EXERCISE BRIEF ->
The records below should be copied in full, exactly as shown.

= Beginning of Section =

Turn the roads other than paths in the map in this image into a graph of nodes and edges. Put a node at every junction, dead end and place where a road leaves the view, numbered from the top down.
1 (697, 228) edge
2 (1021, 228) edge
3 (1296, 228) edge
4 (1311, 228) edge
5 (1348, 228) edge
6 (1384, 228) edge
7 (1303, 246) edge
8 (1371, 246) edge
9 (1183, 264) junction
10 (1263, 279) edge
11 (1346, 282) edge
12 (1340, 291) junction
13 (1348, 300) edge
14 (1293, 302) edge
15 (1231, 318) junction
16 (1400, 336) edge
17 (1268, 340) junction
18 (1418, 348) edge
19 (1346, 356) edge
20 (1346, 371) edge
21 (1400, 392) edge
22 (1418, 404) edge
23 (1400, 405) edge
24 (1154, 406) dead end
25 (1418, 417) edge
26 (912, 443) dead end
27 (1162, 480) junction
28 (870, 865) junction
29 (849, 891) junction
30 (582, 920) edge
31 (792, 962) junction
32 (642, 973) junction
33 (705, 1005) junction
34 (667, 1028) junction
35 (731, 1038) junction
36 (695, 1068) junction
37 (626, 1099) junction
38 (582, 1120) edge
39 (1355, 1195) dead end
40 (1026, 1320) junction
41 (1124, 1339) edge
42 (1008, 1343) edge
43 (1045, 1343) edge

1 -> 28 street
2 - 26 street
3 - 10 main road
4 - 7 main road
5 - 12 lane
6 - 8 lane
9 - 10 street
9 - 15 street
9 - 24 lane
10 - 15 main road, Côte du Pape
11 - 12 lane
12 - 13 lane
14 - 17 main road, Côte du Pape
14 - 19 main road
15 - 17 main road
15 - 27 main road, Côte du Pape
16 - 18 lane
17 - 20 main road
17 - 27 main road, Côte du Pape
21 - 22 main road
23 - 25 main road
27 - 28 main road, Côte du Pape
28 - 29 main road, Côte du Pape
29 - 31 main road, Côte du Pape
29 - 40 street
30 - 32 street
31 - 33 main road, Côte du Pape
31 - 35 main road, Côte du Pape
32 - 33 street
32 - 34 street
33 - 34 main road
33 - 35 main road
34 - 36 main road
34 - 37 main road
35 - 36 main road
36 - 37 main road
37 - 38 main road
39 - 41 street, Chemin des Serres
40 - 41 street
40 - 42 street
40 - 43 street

= End of Section =

REPLY TO THE TASK ->
Turn the roads other than paths in the map in this image into a graph of nodes and edges. Put a node at every junction, dead end and place where a road leaves the view, numbered from the top down.
1 (697, 228) edge
2 (1021, 228) edge
3 (1296, 228) edge
4 (1311, 228) edge
5 (1348, 228) edge
6 (1384, 228) edge
7 (1303, 246) edge
8 (1371, 246) edge
9 (1183, 264) junction
10 (1263, 279) edge
11 (1346, 282) edge
12 (1340, 291) junction
13 (1348, 300) edge
14 (1293, 302) edge
15 (1231, 318) junction
16 (1400, 336) edge
17 (1268, 340) junction
18 (1418, 348) edge
19 (1346, 356) edge
20 (1346, 371) edge
21 (1400, 392) edge
22 (1418, 404) edge
23 (1400, 405) edge
24 (1154, 406) dead end
25 (1418, 417) edge
26 (912, 443) dead end
27 (1162, 480) junction
28 (870, 865) junction
29 (849, 891) junction
30 (582, 920) edge
31 (792, 962) junction
32 (642, 973) junction
33 (705, 1005) junction
34 (667, 1028) junction
35 (731, 1038) junction
36 (695, 1068) junction
37 (626, 1099) junction
38 (582, 1120) edge
39 (1355, 1195) dead end
40 (1026, 1320) junction
41 (1124, 1339) edge
42 (1008, 1343) edge
43 (1045, 1343) edge

1 -> 28 street
2 - 26 street
3 - 10 main road
4 - 7 main road
5 - 12 lane
6 - 8 lane
9 - 10 street
9 - 15 street
9 - 24 lane
10 - 15 main road, Côte du Pape
11 - 12 lane
12 - 13 lane
14 - 17 main road, Côte du Pape
14 - 19 main road
15 - 17 main road
15 - 27 main road, Côte du Pape
16 - 18 lane
17 - 20 main road
17 - 27 main road, Côte du Pape
21 - 22 main road
23 - 25 main road
27 - 28 main road, Côte du Pape
28 - 29 main road, Côte du Pape
29 - 31 main road, Côte du Pape
29 - 40 street
30 - 32 street
31 - 33 main road, Côte du Pape
31 - 35 main road, Côte du Pape
32 - 33 street
32 - 34 street
33 - 34 main road
33 - 35 main road
34 - 36 main road
34 - 37 main road
35 - 36 main road
36 - 37 main road
37 - 38 main road
39 - 41 street, Chemin des Serres
40 - 41 street
40 - 42 street
40 - 43 street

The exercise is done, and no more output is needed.